Modern Russian air war doctrine called for the use of piloted aircraft for critical operations. While Russia had matched the US in the capabilities of its piloted fighters and weapons in recent years, it had chosen a different strategy on drones than the USA. The winning designers at Sukhoi had successfully argued that Russia needed a drone optimized for air-to-ground operations to match the capabilities of the US Fantom, and given the limitations of the Okhotnik platform, that meant two crew sitting in a trailer on the ground — a pilot and a systems officer. The US however was more advanced in terms of combat AI, meaning that a lot of the tasks of the traditional systems officer could be handed off to onboard AI, freeing the US pilot to both fly and target weapons.

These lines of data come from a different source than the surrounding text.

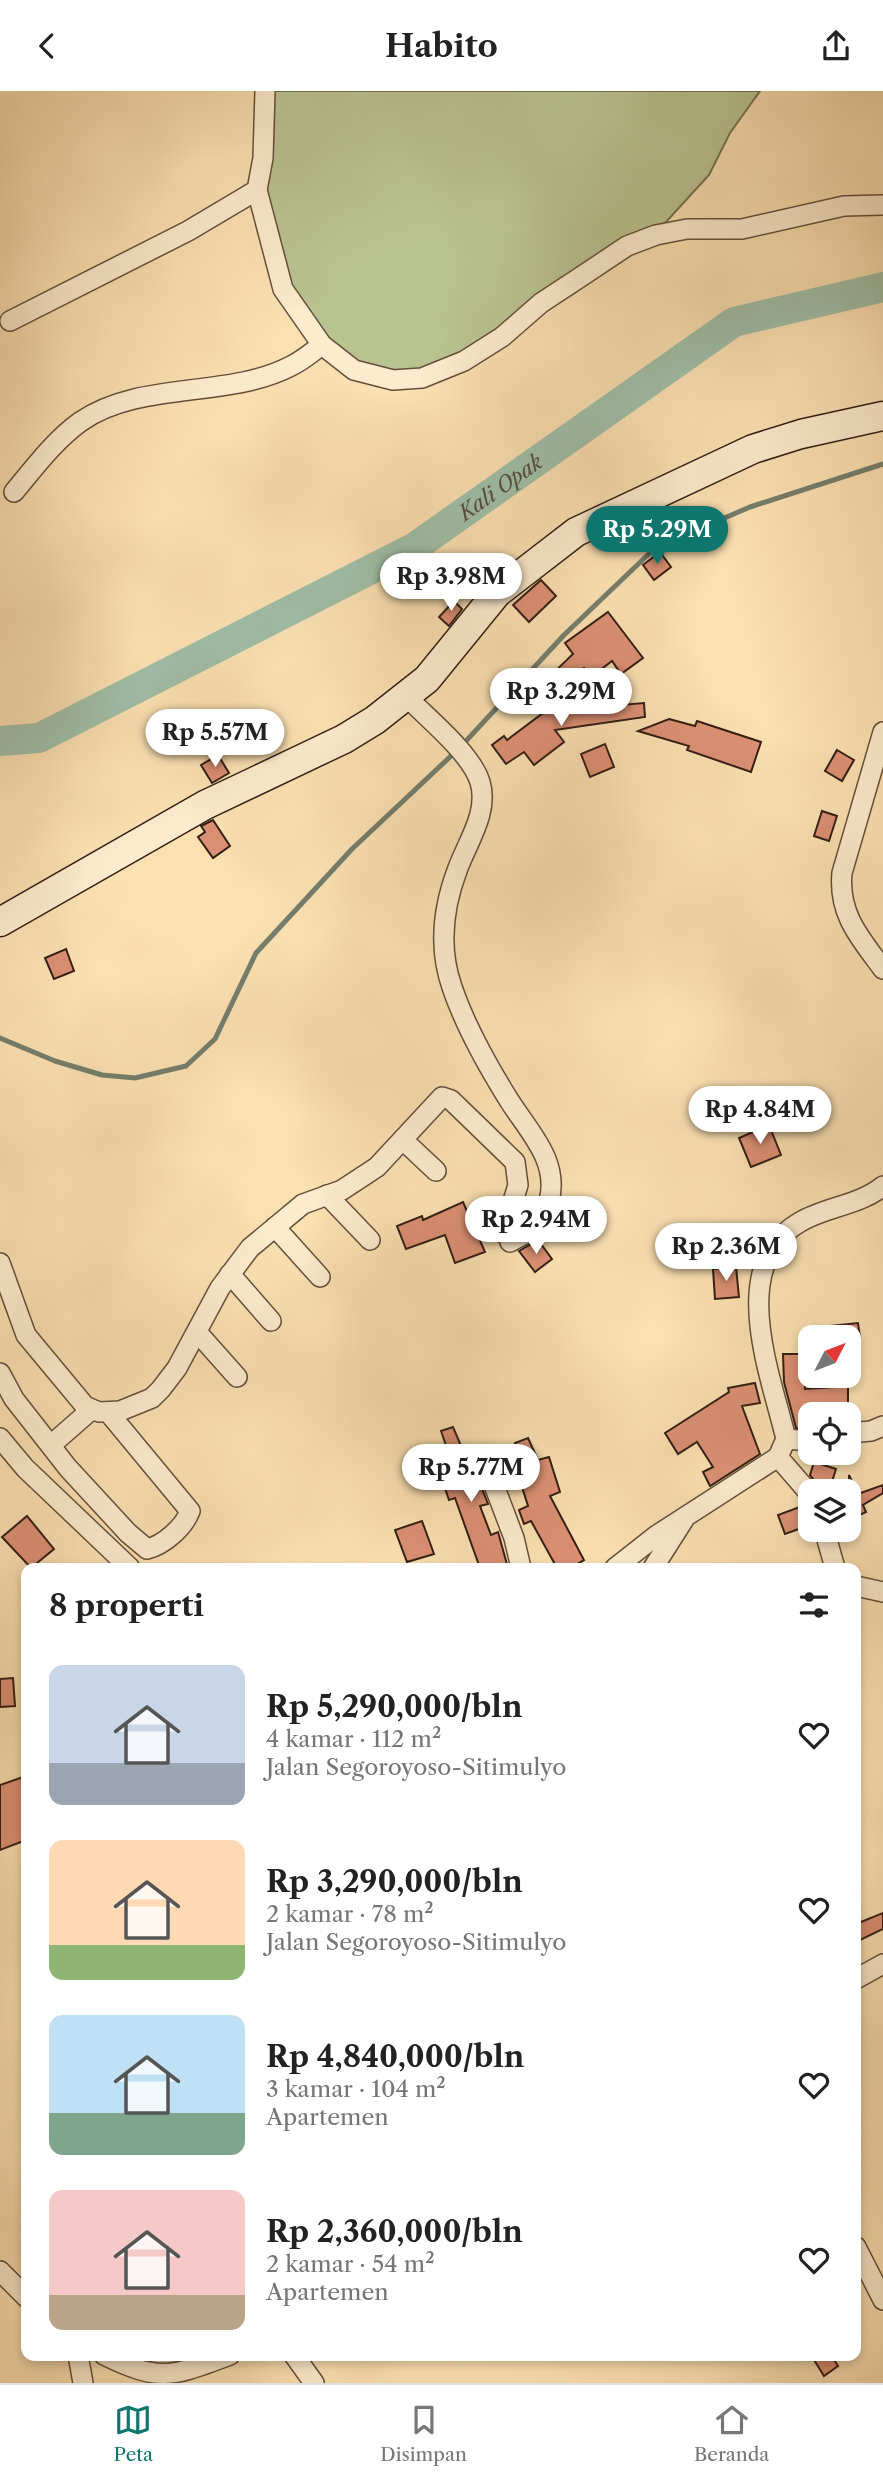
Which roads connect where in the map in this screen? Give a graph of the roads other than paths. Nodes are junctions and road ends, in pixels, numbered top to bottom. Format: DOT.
graph roads {
  1 [pos="265,91"];
  2 [pos="257,190"];
  3 [pos="883,205"];
  4 [pos="10,321"];
  5 [pos="322,345"];
  6 [pos="883,416"];
  7 [pos="14,492"];
  8 [pos="407,697"];
  9 [pos="883,732"];
  10 [pos="0,922"];
  11 [pos="883,969"];
  12 [pos="403,1140"];
  13 [pos="436,1171"];
  14 [pos="883,1186"];
  15 [pos="327,1195"];
  16 [pos="275,1227"];
  17 [pos="370,1240"];
  18 [pos="0,1263"];
  19 [pos="230,1274"];
  20 [pos="320,1277"];
  21 [pos="271,1321"];
  22 [pos="197,1332"];
  23 [pos="0,1373"];
  24 [pos="237,1377"];
  25 [pos="100,1411"];
  26 [pos="883,1426"];
  27 [pos="861,1432"];
  28 [pos="0,1438"];
  29 [pos="798,1444"];
  30 [pos="51,1445"];
  31 [pos="782,1448"];
  32 [pos="489,1472"];
  33 [pos="801,1479"];
  34 [pos="685,1517"];
  35 [pos="828,1542"];
  36 [pos="125,1563"];
  37 [pos="520,1563"];
  38 [pos="622,1563"];
  39 [pos="656,1563"];
  40 [pos="834,1563"];
  41 [pos="861,1587"];
  42 [pos="883,1592"];
  43 [pos="883,1964"];
  44 [pos="861,1976"];
  45 [pos="861,2257"];
  46 [pos="0,2271"];
  47 [pos="21,2292"];
  48 [pos="883,2300"];
  49 [pos="79,2361"];
  50 [pos="117,2361"];
  51 [pos="214,2361"];
  52 [pos="298,2361"];
  53 [pos="83,2383"];
  54 [pos="314,2383"];
  1 -- 2 [label="street"];
  2 -- 4 [label="street"];
  2 -- 5 [label="street"];
  3 -- 5 [label="street"];
  5 -- 7 [label="street"];
  6 -- 8 [label="main road"];
  8 -- 10 [label="main road"];
  8 -- 12 [label="street"];
  9 -- 11 [label="street"];
  12 -- 13 [label="street"];
  12 -- 15 [label="street"];
  14 -- 31 [label="street"];
  15 -- 16 [label="street"];
  15 -- 17 [label="street"];
  16 -- 19 [label="street"];
  16 -- 20 [label="street"];
  18 -- 25 [label="street"];
  19 -- 21 [label="street"];
  19 -- 22 [label="street"];
  22 -- 24 [label="street"];
  22 -- 25 [label="street"];
  23 -- 30 [label="street"];
  25 -- 30 [label="street"];
  25 -- 30 [label="street"];
  26 -- 27 [label="street"];
  28 -- 36 [label="street"];
  29 -- 31 [label="street"];
  31 -- 33 [label="street"];
  31 -- 34 [label="street"];
  32 -- 37 [label="street"];
  34 -- 38 [label="street"];
  34 -- 39 [label="street"];
  35 -- 40 [label="street"];
  41 -- 42 [label="street"];
  43 -- 44 [label="street"];
  45 -- 48 [label="street"];
  46 -- 47 [label="street"];
  49 -- 53 [label="street"];
  50 -- 51 [label="street"];
  52 -- 54 [label="street"];
}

Combat experience in the Middle East had shown that Russian human-crewed fighters still had a higher kill to loss ratio than American unmanned fighters. But America had dramatically increased its use of armed drones much earlier than Russia and had run into exactly the same problems as Bondarev was faced with now around crew availability. That had forced a major revision of US drone doctrine and the requirements issued for the competition to design the platform that would become the F-47 Fantom, had included the capability for ‘autonomous AI’ in combat and an ability to ‘slave’ the Fantom to any compatible NATO system so that one pilot could fly up to six drones at a time — the now infamous US drone ‘hex’. Once the bugs had been ironed out of this system, and faced with both a resurgent Russia and assertive China, America had put its energy into optimizing drone pilot training and aircraft production capacity, so that it could field enough pilots and drones to support a ‘two-front’ doctrine again: the ability to once again fight a major war in two theatres at the same time, just as it had done in World War II.